Он ушел. Земля в то время стоила дешево, и Пьерро смогли купить большой сад, в глубине которого и укрылся Коллен, не без труда стараясь унять дрожь, вызванную злостью и отвращением. У него случались приступы ненависти, как у других — приступы печени, астмы или почечные колики. Ноэми совершила две ошибки: нашла его, чтобы потребовать объяснений; и стала угрожать, получив несколько пощечин вместо объяснений. Стюарту не давал покоя его удрученный, потерянный и угрюмый вид на фотографиях, снятых Пьерро. И в этом он винил Ноэми — как позднее будет винить мою сестру в своих страхах и других психологических и даже психомоторных расстройствах. Правда, нам, Брабанам, хватило ума не фотографировать его. Единственный снимок, который у нас сохранился и который постигла очень странная участь — это тот, что сделал шофер в Брикстоне, и где Коллен запечатлен за столом в кафе в компании Кармен Эрлебом. Стюарту ни за что на свете нельзя было показывать, каким он был на самом деле. Он, как и многие убийцы, приходил в ужас, видя свое изображение. Кстати, я никогда бы не стала писать эту автобиографию, если бы Стюарт был еще жив. Я слишком боялась его мести.
— Я все расскажу папе, — пригрозила Ноэми.
— Ты поставишь его в затруднительное положение, так как я намного здоровее и он не сможет меня побить. Если же ты ничего ему не скажешь, он спасет свое достоинство.
— Я требую развода!
— За пощечину?
— Две пощечины!
— Никакого развода.
— Посмотрим.
— Как бы не так! Мало того, что ты изводишь меня вот уже два года, так теперь собираешься еще и уйти?
— Тогда уйди сам!
— Я уйду, но не сегодня.
— Когда же?
— Когда решу. Может, завтра.
— Завтра меня тоже прекрасно устроит.
— Я сказал: может быть.
Впервые за долгое время Коллен прочел страх в глазах женщины. Он почувствовал себя так, словно после двух лет, проведенных в пещере, наконец увидел солнечный луч, ослепивший его и одурманивший. Он понимал, что упорядоченная, размеренная и законопослушная жизнь, которую он вел после смерти отца, не только ему не подходила, но и разрушала.

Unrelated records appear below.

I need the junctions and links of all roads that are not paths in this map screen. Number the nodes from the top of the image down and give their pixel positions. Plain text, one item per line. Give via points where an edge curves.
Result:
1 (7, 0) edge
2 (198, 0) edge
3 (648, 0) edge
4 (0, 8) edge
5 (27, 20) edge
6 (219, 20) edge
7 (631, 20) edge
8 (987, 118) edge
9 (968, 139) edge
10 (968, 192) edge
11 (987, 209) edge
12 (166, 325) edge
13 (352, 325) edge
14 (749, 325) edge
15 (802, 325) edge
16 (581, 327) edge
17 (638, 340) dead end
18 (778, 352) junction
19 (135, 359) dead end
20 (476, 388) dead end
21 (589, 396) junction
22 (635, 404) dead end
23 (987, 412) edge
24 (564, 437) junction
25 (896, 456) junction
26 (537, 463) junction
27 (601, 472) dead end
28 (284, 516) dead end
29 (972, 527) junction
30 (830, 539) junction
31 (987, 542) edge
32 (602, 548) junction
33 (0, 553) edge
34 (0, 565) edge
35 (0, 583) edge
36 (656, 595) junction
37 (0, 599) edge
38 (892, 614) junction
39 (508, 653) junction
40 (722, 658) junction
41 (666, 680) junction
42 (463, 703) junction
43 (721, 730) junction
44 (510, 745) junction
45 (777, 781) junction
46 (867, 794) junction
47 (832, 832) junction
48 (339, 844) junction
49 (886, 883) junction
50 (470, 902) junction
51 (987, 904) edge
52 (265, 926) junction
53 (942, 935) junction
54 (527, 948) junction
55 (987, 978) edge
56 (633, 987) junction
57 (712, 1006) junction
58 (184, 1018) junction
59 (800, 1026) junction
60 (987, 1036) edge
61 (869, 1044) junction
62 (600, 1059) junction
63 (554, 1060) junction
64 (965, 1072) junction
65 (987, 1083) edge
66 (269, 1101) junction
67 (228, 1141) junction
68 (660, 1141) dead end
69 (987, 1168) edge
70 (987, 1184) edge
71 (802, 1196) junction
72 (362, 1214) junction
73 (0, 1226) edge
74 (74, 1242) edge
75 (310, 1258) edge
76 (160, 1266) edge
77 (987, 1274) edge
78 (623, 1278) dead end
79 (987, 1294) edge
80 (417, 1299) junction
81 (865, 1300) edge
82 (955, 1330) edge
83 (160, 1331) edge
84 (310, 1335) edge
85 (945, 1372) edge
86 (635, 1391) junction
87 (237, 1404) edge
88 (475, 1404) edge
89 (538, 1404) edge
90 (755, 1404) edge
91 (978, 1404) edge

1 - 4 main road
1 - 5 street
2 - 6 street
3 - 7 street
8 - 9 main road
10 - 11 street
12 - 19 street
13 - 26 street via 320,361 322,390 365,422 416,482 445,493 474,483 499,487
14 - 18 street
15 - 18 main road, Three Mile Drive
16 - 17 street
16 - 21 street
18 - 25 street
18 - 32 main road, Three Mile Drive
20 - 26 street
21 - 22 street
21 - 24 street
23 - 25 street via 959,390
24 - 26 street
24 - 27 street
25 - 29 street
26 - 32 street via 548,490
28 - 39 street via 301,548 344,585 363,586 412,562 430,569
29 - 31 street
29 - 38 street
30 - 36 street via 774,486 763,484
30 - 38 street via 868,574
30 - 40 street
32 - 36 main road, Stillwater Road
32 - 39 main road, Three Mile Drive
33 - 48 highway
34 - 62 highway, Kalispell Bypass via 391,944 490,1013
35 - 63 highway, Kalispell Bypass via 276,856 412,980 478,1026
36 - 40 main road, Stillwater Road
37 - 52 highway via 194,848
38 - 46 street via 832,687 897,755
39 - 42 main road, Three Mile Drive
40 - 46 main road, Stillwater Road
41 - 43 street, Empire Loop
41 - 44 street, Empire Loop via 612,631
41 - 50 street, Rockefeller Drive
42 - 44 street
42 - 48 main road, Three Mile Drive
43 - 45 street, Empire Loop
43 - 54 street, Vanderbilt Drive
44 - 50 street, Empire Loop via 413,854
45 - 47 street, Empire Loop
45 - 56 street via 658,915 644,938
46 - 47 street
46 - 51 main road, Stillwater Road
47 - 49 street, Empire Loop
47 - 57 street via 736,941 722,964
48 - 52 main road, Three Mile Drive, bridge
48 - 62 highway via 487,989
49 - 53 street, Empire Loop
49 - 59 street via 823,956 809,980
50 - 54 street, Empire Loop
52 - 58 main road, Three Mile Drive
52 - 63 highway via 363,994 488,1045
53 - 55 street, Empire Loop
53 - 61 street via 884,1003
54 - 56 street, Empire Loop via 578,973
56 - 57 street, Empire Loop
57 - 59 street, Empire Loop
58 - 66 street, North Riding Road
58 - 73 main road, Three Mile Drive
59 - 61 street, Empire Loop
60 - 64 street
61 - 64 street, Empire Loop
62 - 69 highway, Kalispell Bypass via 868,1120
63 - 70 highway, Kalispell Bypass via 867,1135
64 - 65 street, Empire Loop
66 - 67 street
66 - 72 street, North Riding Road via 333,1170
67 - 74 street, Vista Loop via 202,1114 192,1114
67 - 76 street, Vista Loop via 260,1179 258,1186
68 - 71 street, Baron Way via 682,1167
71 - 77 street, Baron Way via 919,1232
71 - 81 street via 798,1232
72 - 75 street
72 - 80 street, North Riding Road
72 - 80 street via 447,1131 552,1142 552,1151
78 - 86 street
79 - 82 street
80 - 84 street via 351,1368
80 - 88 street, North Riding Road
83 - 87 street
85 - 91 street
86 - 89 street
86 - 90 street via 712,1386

Ему хватило нескольких секунд, чтобы вновь обрести врожденную жестокость и почувствовать, как заиграла кровь в венах. Он возродился. Со дня своего бракосочетания он подсознательно ожидал, когда перед ним откроется запасная дверь; и вот она широко распахнулась, а за ней он увидел множество пакетиков с кокаином, бутылок с виски, американских кастетов, проституток в ботфортах и так далее. Он схватил свою супругу за шиворот и притащил назад к Пьерро, как притаскивают кота к месту, где он нагадил. Стюарт заявил родителям Ноэми, что они с женой возвращаются в Париж.